The links are not in any real order, I like them all but in different ways.
http://www.thisisnotporn.net/
Don't judge the link by its name. This Is Not Porn is a site that finds photos of famous actors, musicians, and other famous people that are just them doing things you would expect to find in your own family album. Most of the photos are silly, but some are really beautiful. This is a site that I go onto when I am bored and it makes me feel happier. I like the idea of celebrities being what they are, people, not unreachable idols.
http://www.rottentomatoes.com/
I love films and everything to do with films. This is a trait me and my oldest sister share. When I get stumped by a question about a movie or actor I go to this site to find it out. I used to go to rottentomatoes just to look up who was in what, but then I started to pay attention to the rating system they have. good movies are fresh and bad movies are rotten and I got hooked on seeing which movies are considered good or bad by critics and movie fans alike. I started looking up different actors to see what movies they were in that were rotten and which ones were fresh and I have yet to find one actor that has not been in at least one rotten movie. Sometimes I do not agree with the site about movies it deemed rotten but I do find it one of the best sites to go to when I want to find a fresh movie to watch
http://www.cracked.com/
One of the things I love most in this world are really strange facts and stories, but it is always hard to find out if they are true or not, and that is where my love for cracked.com came from. Cracked is a site filled with hundreds of articles about unusual facts in science, history, media, and literature. All of the articles have a link to where the information came from and it is almost always from a trustworthy site. But unlike most weird fact sites, cracked has a staff of fantastic writers. Most of the articles are written with a dry humor which I find witty and hilarious.
http://betterbooktitles.com/
I don't go on this site often but when I do I always laugh. This is a site that re-names famous books with titles that are more fitting to the content in them. For a lot of the "better" titles you would have had to read the book to understand it, so some of the jokes I do not get, but the ones that I do I find clever or just funny.
http://xkcd.com/
Their are many comics on the internet, but xkcd is one of my favorites. The comics are very simple stick figures, but the dialogue is fantastic. Unlike most comics which stay focused on one subject and mainly tell a different variation of the same joke, xkcd makes comics about a variety of things, and jokes that are well thought out and witty.
Thursday, January 19, 2012
Monet Water Lilies
This is one of my favorite pieces of artwork, but I have never been positive of why exactly.

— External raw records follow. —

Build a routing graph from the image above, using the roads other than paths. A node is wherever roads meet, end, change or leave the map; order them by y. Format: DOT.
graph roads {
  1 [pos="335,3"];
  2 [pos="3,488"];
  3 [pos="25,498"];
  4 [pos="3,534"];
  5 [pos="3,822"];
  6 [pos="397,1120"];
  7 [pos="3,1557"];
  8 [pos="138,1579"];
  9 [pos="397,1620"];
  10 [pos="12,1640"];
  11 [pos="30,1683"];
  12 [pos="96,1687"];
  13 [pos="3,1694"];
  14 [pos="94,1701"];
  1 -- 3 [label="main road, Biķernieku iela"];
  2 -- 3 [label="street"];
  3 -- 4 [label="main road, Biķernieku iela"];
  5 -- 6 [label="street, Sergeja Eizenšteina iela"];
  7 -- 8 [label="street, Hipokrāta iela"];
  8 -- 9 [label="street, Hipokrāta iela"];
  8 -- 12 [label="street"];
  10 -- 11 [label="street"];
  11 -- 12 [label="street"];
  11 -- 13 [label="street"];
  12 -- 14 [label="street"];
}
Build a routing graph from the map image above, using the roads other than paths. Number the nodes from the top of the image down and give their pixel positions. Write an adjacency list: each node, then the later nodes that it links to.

It is one of my mothers favorite paintings and has been around me since I was a child but I never really looked at it, just accepted it as a part of the furniture.
I looked at it for the first time when I was fourteen. Me and my sister went to the MoMA with our father, she had been there before but it was my first time. It was one of the rare days when it is not crowded. We went around the museum, saw some interesting things like a wall that moved whenever the person next to it did, and not so interesting things like a whole gallery filled with different types of stains, but my sister was on a mission to find a painting by her favorite artist Salvador Dali.
We asked around and it turned out they only had one painting on display by Dali at the moment on the eighth floor. She went off to look for it and my father followed her because she has a habit of wandering. I was following slightly but a bright corner of blue caught my eye. I went down to one of the back galleries that had barely anyone in it and thats were I saw Monet's Water Lilies for the first time.
What I never knew about the painting is that it is huge, taking up a whole wall. The copies I had grown up with were never as beautiful, as captivating as it is in person. The size of it makes it seem like an actual lake. I felt like I was in the painting, in its almost dream like appearances, its serene colors, its slightly distorted brush work which makes it feel all too much as if it is a memory I had forgotten.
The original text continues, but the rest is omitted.